Par rapport à une type_exp :
- pas d'alias
- taille des tableaux résolues
----------------------------------------------------------------------*)
type type_ =
| Bool_type_eff
| Int_type_eff
| Real_type_eff
| External_type_eff of Lv6Id.long
| Abstract_type_eff of Lv6Id.long * type_
(* | Alias_type_eff of Lv6Id.long *)
| Enum_type_eff of Lv6Id.long * (Lv6Id.long list)
| Array_type_eff of type_ * int
| Struct_type_eff of
Lv6Id.long * (Lv6Id.t * (type_ * const option)) list
| TypeVar of type_var
(* [Overload] is like [Any], except that it can only be [int] or [real] *)
and type_var =
| Any
| AnyNum
(* pascal : A VIRER A MOYEN TERME !
R1 : euh... a voir. Pour l'instant, ca ne sert plus car Pascal a
débranché la verif de type lors de l'instanciation de noeud.
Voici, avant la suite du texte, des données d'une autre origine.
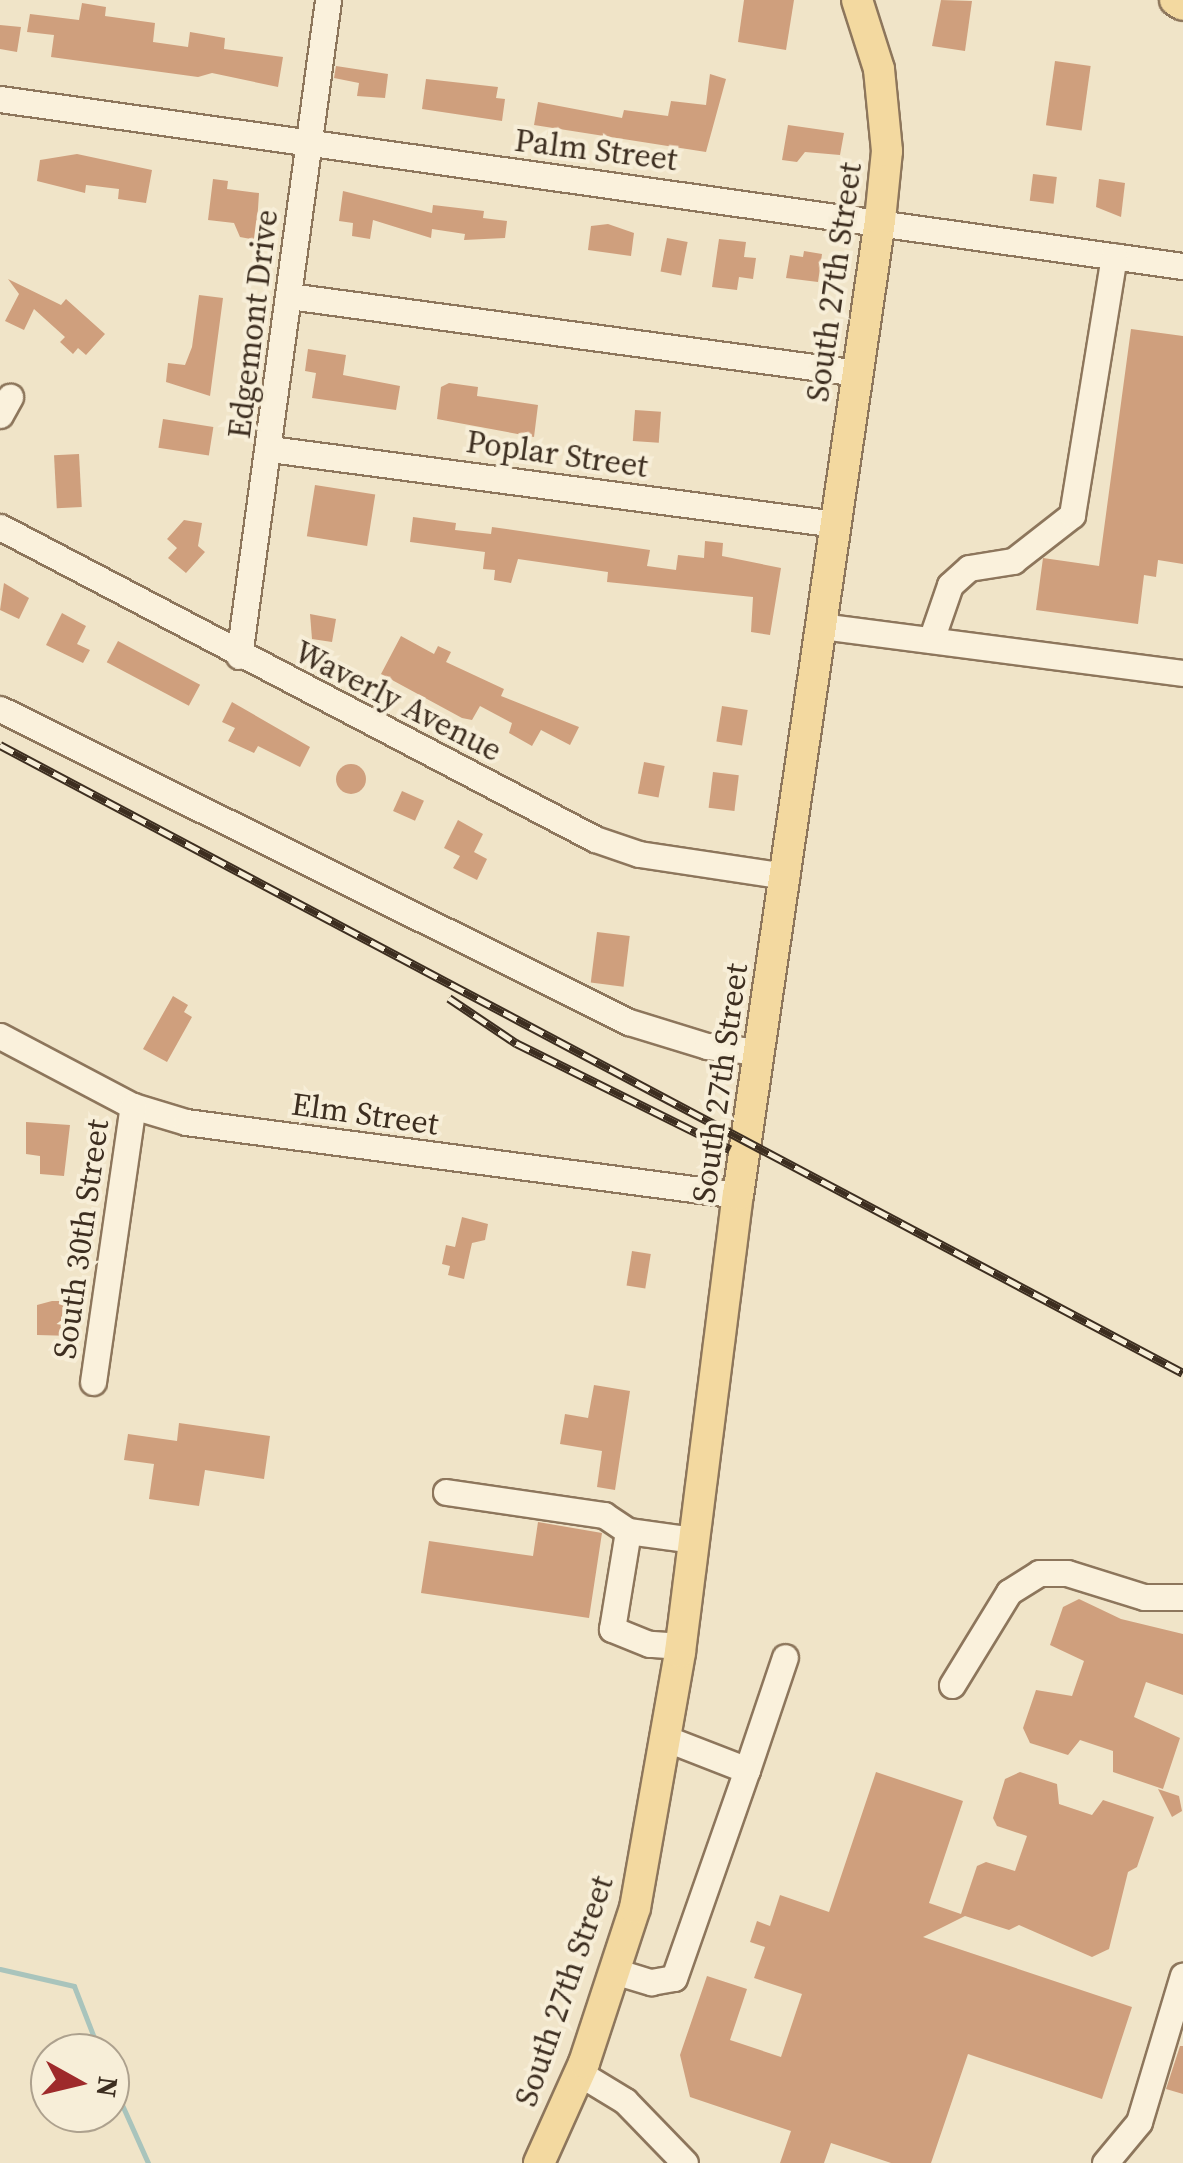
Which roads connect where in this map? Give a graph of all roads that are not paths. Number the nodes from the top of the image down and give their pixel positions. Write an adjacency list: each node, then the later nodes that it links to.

J'en
aurais peut-etre besoin le jour où j'y rebrancherai.
*)
and node_profile = (Lv6Id.t * type_) list * (Lv6Id.t * type_) list
and profile = type_ list * type_ list
and slice_info = {
(** Dénotation de tranche de tableau correcte :
si A est le tableau d'entrée, alors S est le tableau
de sortie avec :
S[i] = A[first + i*step] pour i = 0 .. width
*)
se_first : int;
se_last : int;
se_step : int;
se_width : int; (* -> size? *)
}
and left =
(** Version checkée des left_part
(les idents, les index et les tranches sont résolus)
N.B. On conserve aussi le type effectif de chaque noeud
bien qu'il soit possible de le retrouver.
N.B. On garde aussi l'info source des idents au cas ou.*)
| LeftVarLic of (var_info * Lxm.t)
| LeftFieldLic of (left * Lv6Id.t * type_)
| LeftArrayLic of (left * int * type_) (* XXX should be called LeftArrayIndexLic? *)
| LeftSliceLic of (left * slice_info * type_)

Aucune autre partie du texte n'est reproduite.